Об египетских поездках отца еще свежо было предание в моем детстве. Стены наших квартир увешивались каирскими этюдами. Эти мастерские «пошады», быстро намеченные ударами кисти по «первому впечатлению», с контрастами резко освещенных плоскостей и теней жгуче-синих, будили во мне мечту о далеком Востоке; жадно слушал я рассказы отца об экзотическом Леванте, и с той поры страны «Тысячи и одной ночи» стали для меня манящей далью…
Каирские этюды оказались ценнейшим подсобным материалом; вскоре были написаны другие картины из восточного быта: «Факир», «Айша», «Свадьба в Каире», «Похороны» и «Арабка с бубном» (вошли в лондонское собрание Джорджа Эллиота), «Пляска дервишей», «Египетский продавец мелочей» и т. д. Одна из картин (было несколько вариантов) — «Арабская школа» — писалась по заказу Третьякова, но почему-то ему не потрафила, и это навсегда рассорило с ним отца: в знаменитую галлерею, кроме «Алексеича за самоваром», так и не попало больше ни одного его холста (до самой революции).
Рассказы матери живо рисуют фигуру Константина Егоровича в эти его молодые годы: обаятельную внешность, беспечную праздничную веселость нрава, привычку к быстрым решениям, трудолюбие и жадность к утехам жизни. Он был статен, ловок, необыкновенно крепок здоровьем; откинутая назад пышно-кудрявая голова с рано облысевшим сжатым у висков лбом сообщала чисто-русскому лицу в темно-русой бороде вид открытый и независимый. Но по-детски застенчивая улыбка выдавала слабость характера, чрезмерную уступчивость, незащищенность от посторонних влияний. С годами, когда погустели усы и борода, он стал похож на Александра III, всех поразил этим сходством (в боярском кафтане, сшитом из старинной парчи) на костюмированном балу во дворце вел. кн. Владимира Александровича.

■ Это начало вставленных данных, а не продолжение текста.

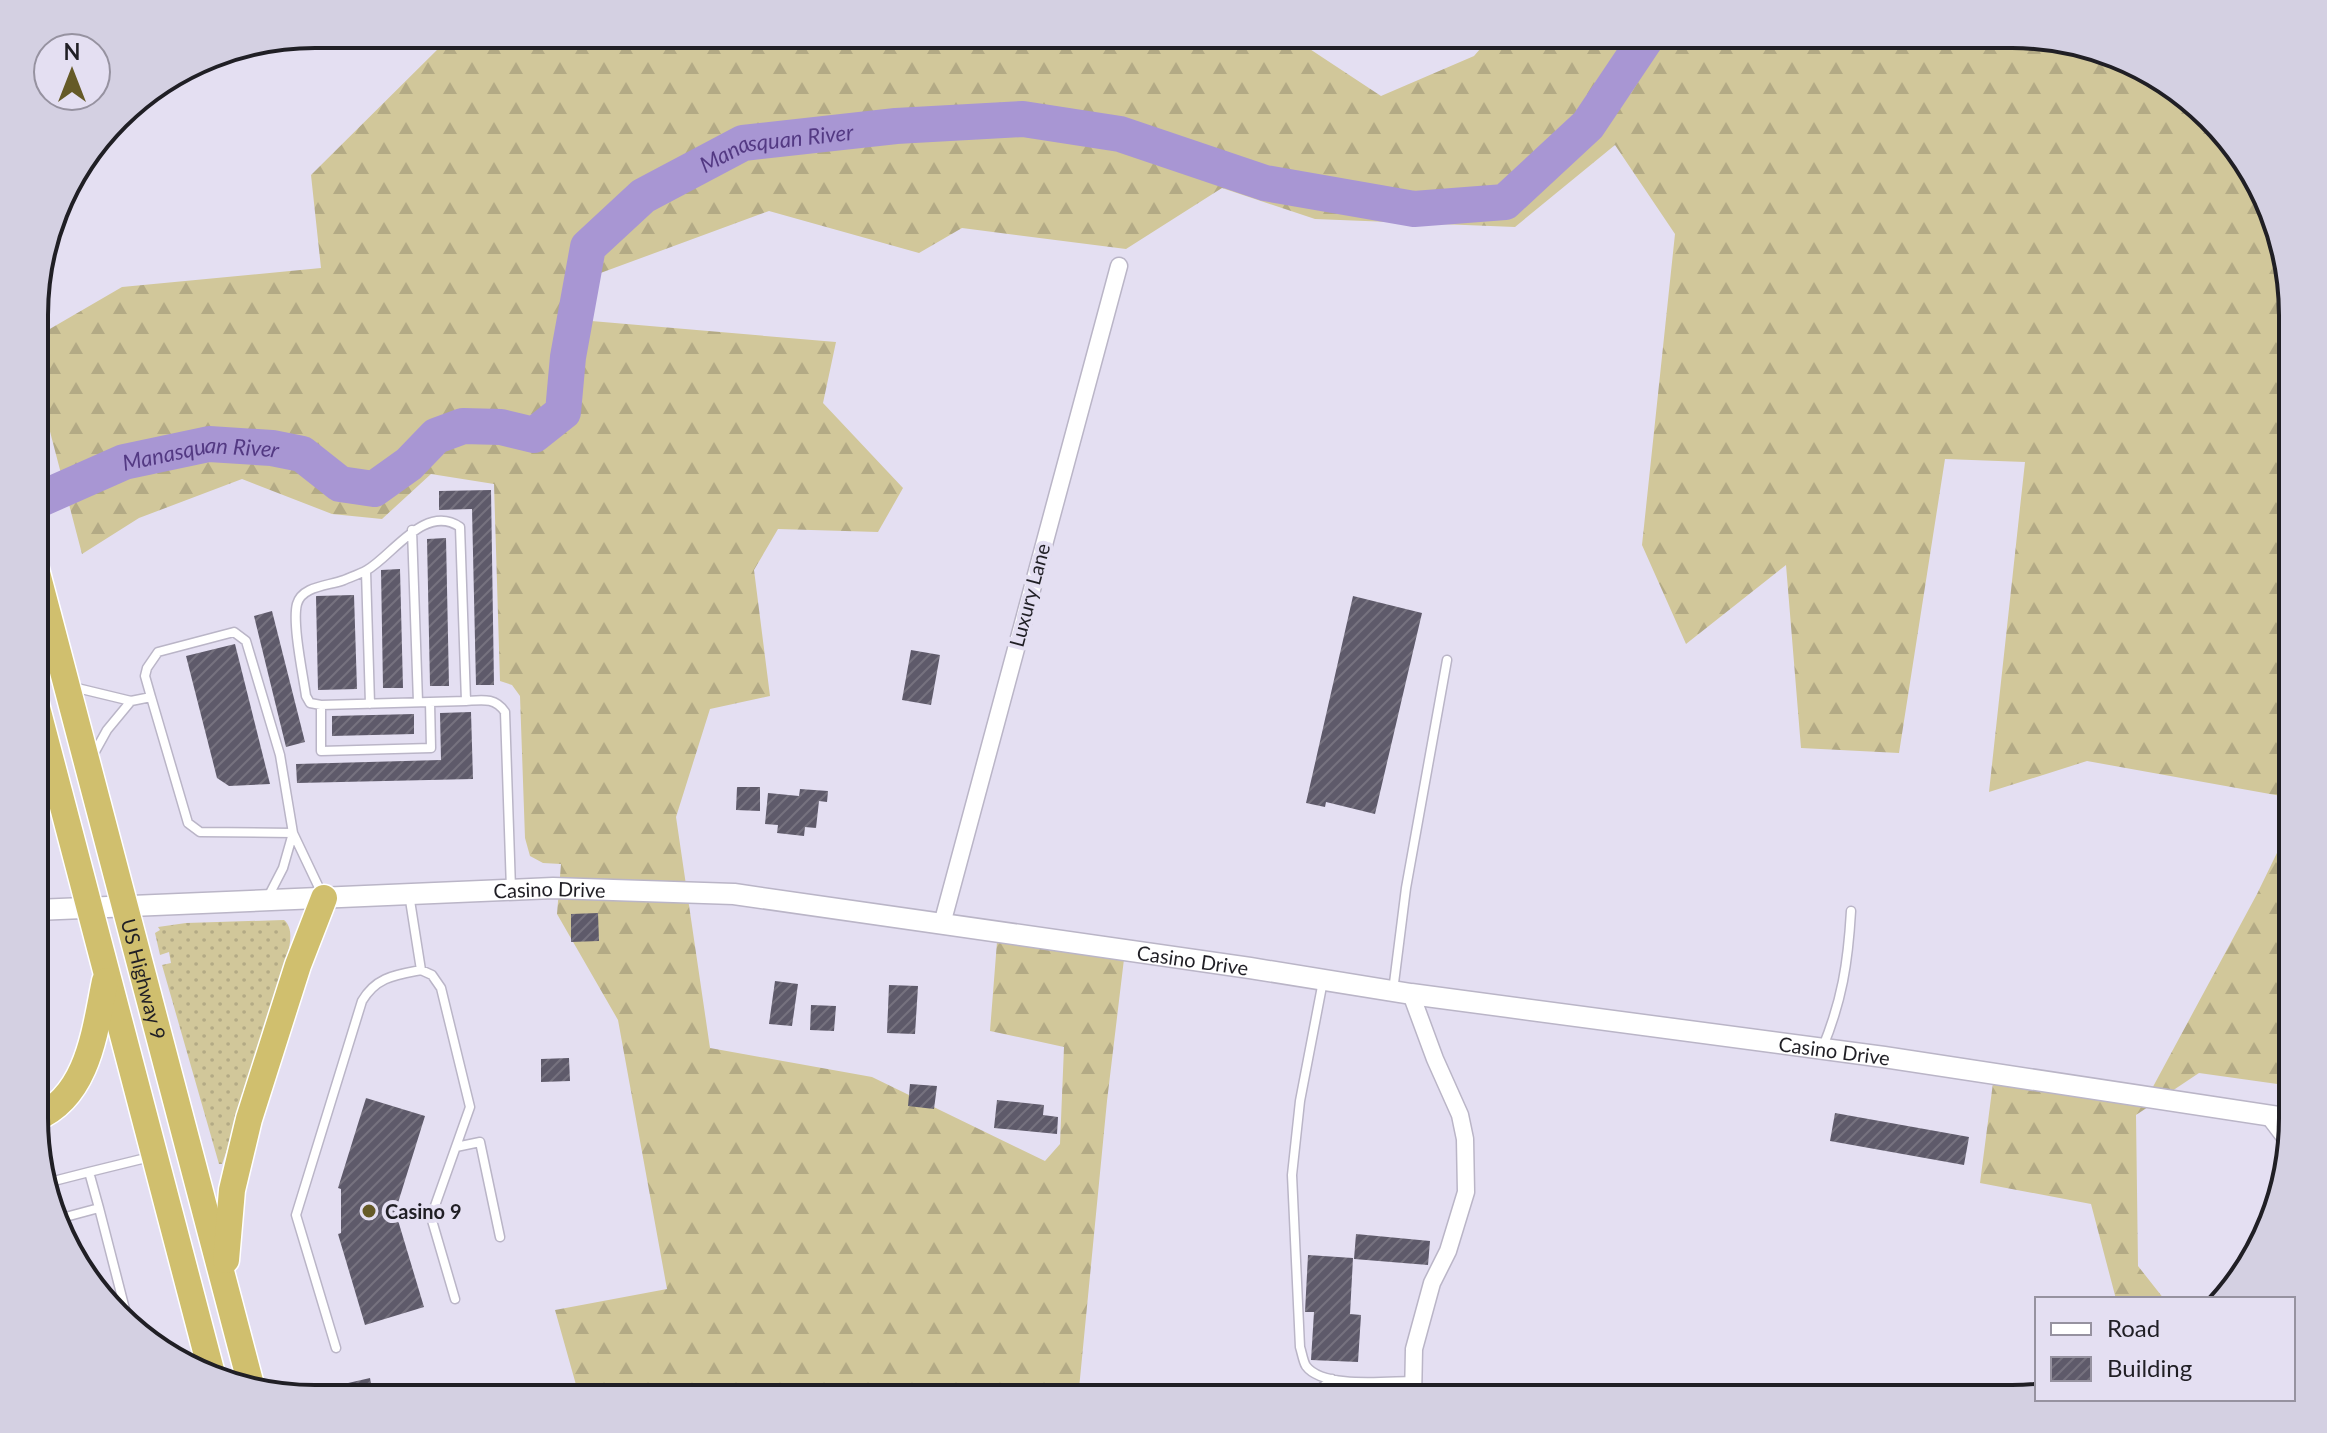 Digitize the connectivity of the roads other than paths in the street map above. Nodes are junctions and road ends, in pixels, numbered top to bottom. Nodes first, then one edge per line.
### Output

Зимой 1874 года мать приехала, с благословения своих родителей — Павла Степановича и Анны Павловны Летковых, из Москвы в Петербург для поступления в консерваторию, в класс Ирицкой: у нее был красивый голос, лирическое сопрано. Отец продолжал жить на Гагаринской набережной (в доме Муханова, нижние этажи занимали герцоги Лейхтенбергские с женами — Николай, Евгений, Сергей и Георгий Максимильяновичи). После нескольких лет вдовства он собирался на работу в Париж, вел светский образ жизни и ухаживал напропалую. Встреча их состоялась на балу в Морском корпусе.

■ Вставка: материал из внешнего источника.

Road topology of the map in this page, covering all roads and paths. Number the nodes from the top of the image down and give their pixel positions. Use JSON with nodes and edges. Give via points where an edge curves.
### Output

Это был ее второй бал; на первом, «лицейском», с великими князьями, Петербург уже заметил ее и танцовала она до упаду. Ей шел всего шестнадцатый год, но казалась она старше уменьем держать себя в обществе и умственной зрелостью. Даже судя по тогдашним плохим фотографиям, напоминающим дагерротипы, она была очень красива. Отец влюбился с первого взгляда и не отходил от нее весь вечер. Представили ей Константина Егоровича Адам Адамович Ржевусский (желтый кирасир) и его первая жена (рожденная Ахматова), у которых, приехав из Москвы, юная Леткова нашла приют. На следующий день влюбленный «профессор живописи» поспешил к Ржевусским с визитом и тут же пригласил всех к себе — «помузицировать». Когда, шапронируемая Ржевусской, моя мать входила в мастерскую Константина Егоровича, где собралось несколько человек (была и Любовь Корнеевна), он пел под аккомпанимент Свирского, талантливого любителя-пианиста, романс Чайковского:
К ужину Константин Егорович повел юную Леткову под руку и, усаживая ее за стол рядом с собою, громко сказал — так что все слышали:
— Вот и отлично… Будьте у меня хозяйкой!
Так началась их помолвка… Не прошло и двух недель после вечера на Гагаринской набережной, в течение которых знаменитый «профессор» почти ежедневно посещал Ржевусских, как внезапно из-за неладов с ревнивой Ржевусской мать моя должна была вернуться обратно в Москву. Константин Егорович немедленно помчался следом и попал к Летковым в сочельник, на елку…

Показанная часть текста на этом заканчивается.